YOUR INSTRUCTIONS »
Set down the whole listing verbatim.
==*==
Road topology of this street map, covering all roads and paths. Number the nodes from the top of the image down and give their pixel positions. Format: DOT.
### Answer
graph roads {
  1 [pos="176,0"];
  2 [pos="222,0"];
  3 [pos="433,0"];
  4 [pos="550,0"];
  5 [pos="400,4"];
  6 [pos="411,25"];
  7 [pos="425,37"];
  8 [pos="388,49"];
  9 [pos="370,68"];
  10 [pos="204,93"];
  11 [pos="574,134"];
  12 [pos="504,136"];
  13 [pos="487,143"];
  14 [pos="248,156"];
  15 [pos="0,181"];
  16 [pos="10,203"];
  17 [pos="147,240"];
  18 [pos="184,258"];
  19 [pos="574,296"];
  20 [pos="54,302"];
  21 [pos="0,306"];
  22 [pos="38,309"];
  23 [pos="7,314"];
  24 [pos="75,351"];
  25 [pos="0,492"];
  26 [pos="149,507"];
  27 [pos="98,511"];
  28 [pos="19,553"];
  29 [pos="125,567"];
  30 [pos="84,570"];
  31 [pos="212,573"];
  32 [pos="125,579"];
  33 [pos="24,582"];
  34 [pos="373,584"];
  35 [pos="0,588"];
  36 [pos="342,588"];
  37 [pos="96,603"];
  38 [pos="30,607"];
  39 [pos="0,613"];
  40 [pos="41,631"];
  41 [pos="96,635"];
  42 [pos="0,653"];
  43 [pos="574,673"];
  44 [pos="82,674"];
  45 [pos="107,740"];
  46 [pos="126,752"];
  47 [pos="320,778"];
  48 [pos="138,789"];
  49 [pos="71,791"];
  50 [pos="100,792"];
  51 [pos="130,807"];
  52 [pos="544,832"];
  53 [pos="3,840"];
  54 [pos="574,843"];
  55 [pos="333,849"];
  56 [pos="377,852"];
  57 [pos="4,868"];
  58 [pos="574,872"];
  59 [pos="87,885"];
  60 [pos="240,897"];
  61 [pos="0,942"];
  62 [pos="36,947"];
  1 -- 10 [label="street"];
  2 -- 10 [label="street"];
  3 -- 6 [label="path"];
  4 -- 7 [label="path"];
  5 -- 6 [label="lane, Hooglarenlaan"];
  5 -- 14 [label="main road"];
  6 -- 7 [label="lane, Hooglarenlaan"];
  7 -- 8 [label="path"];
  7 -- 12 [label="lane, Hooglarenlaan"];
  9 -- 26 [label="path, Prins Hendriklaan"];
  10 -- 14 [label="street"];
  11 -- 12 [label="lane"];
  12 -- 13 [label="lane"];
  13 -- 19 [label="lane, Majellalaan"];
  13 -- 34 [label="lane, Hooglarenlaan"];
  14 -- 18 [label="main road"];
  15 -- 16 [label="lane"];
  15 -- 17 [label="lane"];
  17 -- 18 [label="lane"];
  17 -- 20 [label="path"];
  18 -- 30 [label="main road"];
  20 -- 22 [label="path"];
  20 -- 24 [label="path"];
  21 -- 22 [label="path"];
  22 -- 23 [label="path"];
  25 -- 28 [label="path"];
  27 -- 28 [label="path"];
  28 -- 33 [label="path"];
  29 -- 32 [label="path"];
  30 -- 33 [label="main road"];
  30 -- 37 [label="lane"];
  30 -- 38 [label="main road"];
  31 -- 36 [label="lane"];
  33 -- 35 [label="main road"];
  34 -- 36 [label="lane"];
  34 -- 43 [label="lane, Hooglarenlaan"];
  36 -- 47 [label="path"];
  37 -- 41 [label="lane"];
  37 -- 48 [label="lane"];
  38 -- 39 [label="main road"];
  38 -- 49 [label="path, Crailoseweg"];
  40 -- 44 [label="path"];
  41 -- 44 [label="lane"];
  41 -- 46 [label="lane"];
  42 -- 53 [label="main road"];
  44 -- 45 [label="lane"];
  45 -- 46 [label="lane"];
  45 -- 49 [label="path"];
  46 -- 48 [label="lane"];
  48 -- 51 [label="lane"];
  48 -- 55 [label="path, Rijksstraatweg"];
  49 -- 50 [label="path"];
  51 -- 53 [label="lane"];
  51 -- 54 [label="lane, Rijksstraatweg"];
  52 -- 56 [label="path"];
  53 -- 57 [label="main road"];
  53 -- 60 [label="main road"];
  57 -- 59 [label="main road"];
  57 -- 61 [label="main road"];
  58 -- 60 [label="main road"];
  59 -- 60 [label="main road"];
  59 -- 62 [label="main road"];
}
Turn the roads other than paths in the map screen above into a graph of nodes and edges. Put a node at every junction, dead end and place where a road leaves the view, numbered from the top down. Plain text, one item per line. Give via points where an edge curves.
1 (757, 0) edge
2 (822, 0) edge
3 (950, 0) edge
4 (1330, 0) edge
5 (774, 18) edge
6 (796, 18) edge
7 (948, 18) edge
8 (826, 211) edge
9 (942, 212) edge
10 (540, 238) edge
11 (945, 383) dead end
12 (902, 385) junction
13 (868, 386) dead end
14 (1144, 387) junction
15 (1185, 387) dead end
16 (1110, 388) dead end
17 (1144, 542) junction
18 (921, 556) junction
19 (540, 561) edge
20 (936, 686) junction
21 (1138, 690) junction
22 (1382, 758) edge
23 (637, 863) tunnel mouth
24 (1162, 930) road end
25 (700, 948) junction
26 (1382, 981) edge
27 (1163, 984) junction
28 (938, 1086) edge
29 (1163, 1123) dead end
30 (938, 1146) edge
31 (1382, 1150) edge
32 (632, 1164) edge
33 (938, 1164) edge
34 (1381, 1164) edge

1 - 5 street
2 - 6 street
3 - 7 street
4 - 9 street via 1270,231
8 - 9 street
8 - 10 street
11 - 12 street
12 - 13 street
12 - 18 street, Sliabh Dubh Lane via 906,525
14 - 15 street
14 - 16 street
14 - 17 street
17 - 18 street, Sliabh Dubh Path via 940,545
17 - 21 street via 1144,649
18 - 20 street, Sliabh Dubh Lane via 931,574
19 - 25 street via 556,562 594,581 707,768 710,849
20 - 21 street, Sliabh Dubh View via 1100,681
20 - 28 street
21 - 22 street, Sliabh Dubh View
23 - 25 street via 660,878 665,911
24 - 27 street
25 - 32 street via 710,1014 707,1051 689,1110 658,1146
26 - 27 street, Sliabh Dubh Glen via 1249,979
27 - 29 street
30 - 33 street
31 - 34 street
==*==
TASK RESPONSE »
Road topology of this street map, covering all roads and paths. Number the nodes from the top of the image down and give their pixel positions. Format: DOT.
### Answer
graph roads {
  1 [pos="176,0"];
  2 [pos="222,0"];
  3 [pos="433,0"];
  4 [pos="550,0"];
  5 [pos="400,4"];
  6 [pos="411,25"];
  7 [pos="425,37"];
  8 [pos="388,49"];
  9 [pos="370,68"];
  10 [pos="204,93"];
  11 [pos="574,134"];
  12 [pos="504,136"];
  13 [pos="487,143"];
  14 [pos="248,156"];
  15 [pos="0,181"];
  16 [pos="10,203"];
  17 [pos="147,240"];
  18 [pos="184,258"];
  19 [pos="574,296"];
  20 [pos="54,302"];
  21 [pos="0,306"];
  22 [pos="38,309"];
  23 [pos="7,314"];
  24 [pos="75,351"];
  25 [pos="0,492"];
  26 [pos="149,507"];
  27 [pos="98,511"];
  28 [pos="19,553"];
  29 [pos="125,567"];
  30 [pos="84,570"];
  31 [pos="212,573"];
  32 [pos="125,579"];
  33 [pos="24,582"];
  34 [pos="373,584"];
  35 [pos="0,588"];
  36 [pos="342,588"];
  37 [pos="96,603"];
  38 [pos="30,607"];
  39 [pos="0,613"];
  40 [pos="41,631"];
  41 [pos="96,635"];
  42 [pos="0,653"];
  43 [pos="574,673"];
  44 [pos="82,674"];
  45 [pos="107,740"];
  46 [pos="126,752"];
  47 [pos="320,778"];
  48 [pos="138,789"];
  49 [pos="71,791"];
  50 [pos="100,792"];
  51 [pos="130,807"];
  52 [pos="544,832"];
  53 [pos="3,840"];
  54 [pos="574,843"];
  55 [pos="333,849"];
  56 [pos="377,852"];
  57 [pos="4,868"];
  58 [pos="574,872"];
  59 [pos="87,885"];
  60 [pos="240,897"];
  61 [pos="0,942"];
  62 [pos="36,947"];
  1 -- 10 [label="street"];
  2 -- 10 [label="street"];
  3 -- 6 [label="path"];
  4 -- 7 [label="path"];
  5 -- 6 [label="lane, Hooglarenlaan"];
  5 -- 14 [label="main road"];
  6 -- 7 [label="lane, Hooglarenlaan"];
  7 -- 8 [label="path"];
  7 -- 12 [label="lane, Hooglarenlaan"];
  9 -- 26 [label="path, Prins Hendriklaan"];
  10 -- 14 [label="street"];
  11 -- 12 [label="lane"];
  12 -- 13 [label="lane"];
  13 -- 19 [label="lane, Majellalaan"];
  13 -- 34 [label="lane, Hooglarenlaan"];
  14 -- 18 [label="main road"];
  15 -- 16 [label="lane"];
  15 -- 17 [label="lane"];
  17 -- 18 [label="lane"];
  17 -- 20 [label="path"];
  18 -- 30 [label="main road"];
  20 -- 22 [label="path"];
  20 -- 24 [label="path"];
  21 -- 22 [label="path"];
  22 -- 23 [label="path"];
  25 -- 28 [label="path"];
  27 -- 28 [label="path"];
  28 -- 33 [label="path"];
  29 -- 32 [label="path"];
  30 -- 33 [label="main road"];
  30 -- 37 [label="lane"];
  30 -- 38 [label="main road"];
  31 -- 36 [label="lane"];
  33 -- 35 [label="main road"];
  34 -- 36 [label="lane"];
  34 -- 43 [label="lane, Hooglarenlaan"];
  36 -- 47 [label="path"];
  37 -- 41 [label="lane"];
  37 -- 48 [label="lane"];
  38 -- 39 [label="main road"];
  38 -- 49 [label="path, Crailoseweg"];
  40 -- 44 [label="path"];
  41 -- 44 [label="lane"];
  41 -- 46 [label="lane"];
  42 -- 53 [label="main road"];
  44 -- 45 [label="lane"];
  45 -- 46 [label="lane"];
  45 -- 49 [label="path"];
  46 -- 48 [label="lane"];
  48 -- 51 [label="lane"];
  48 -- 55 [label="path, Rijksstraatweg"];
  49 -- 50 [label="path"];
  51 -- 53 [label="lane"];
  51 -- 54 [label="lane, Rijksstraatweg"];
  52 -- 56 [label="path"];
  53 -- 57 [label="main road"];
  53 -- 60 [label="main road"];
  57 -- 59 [label="main road"];
  57 -- 61 [label="main road"];
  58 -- 60 [label="main road"];
  59 -- 60 [label="main road"];
  59 -- 62 [label="main road"];
}
Turn the roads other than paths in the map screen above into a graph of nodes and edges. Put a node at every junction, dead end and place where a road leaves the view, numbered from the top down. Plain text, one item per line. Give via points where an edge curves.
1 (757, 0) edge
2 (822, 0) edge
3 (950, 0) edge
4 (1330, 0) edge
5 (774, 18) edge
6 (796, 18) edge
7 (948, 18) edge
8 (826, 211) edge
9 (942, 212) edge
10 (540, 238) edge
11 (945, 383) dead end
12 (902, 385) junction
13 (868, 386) dead end
14 (1144, 387) junction
15 (1185, 387) dead end
16 (1110, 388) dead end
17 (1144, 542) junction
18 (921, 556) junction
19 (540, 561) edge
20 (936, 686) junction
21 (1138, 690) junction
22 (1382, 758) edge
23 (637, 863) tunnel mouth
24 (1162, 930) road end
25 (700, 948) junction
26 (1382, 981) edge
27 (1163, 984) junction
28 (938, 1086) edge
29 (1163, 1123) dead end
30 (938, 1146) edge
31 (1382, 1150) edge
32 (632, 1164) edge
33 (938, 1164) edge
34 (1381, 1164) edge

1 - 5 street
2 - 6 street
3 - 7 street
4 - 9 street via 1270,231
8 - 9 street
8 - 10 street
11 - 12 street
12 - 13 street
12 - 18 street, Sliabh Dubh Lane via 906,525
14 - 15 street
14 - 16 street
14 - 17 street
17 - 18 street, Sliabh Dubh Path via 940,545
17 - 21 street via 1144,649
18 - 20 street, Sliabh Dubh Lane via 931,574
19 - 25 street via 556,562 594,581 707,768 710,849
20 - 21 street, Sliabh Dubh View via 1100,681
20 - 28 street
21 - 22 street, Sliabh Dubh View
23 - 25 street via 660,878 665,911
24 - 27 street
25 - 32 street via 710,1014 707,1051 689,1110 658,1146
26 - 27 street, Sliabh Dubh Glen via 1249,979
27 - 29 street
30 - 33 street
31 - 34 street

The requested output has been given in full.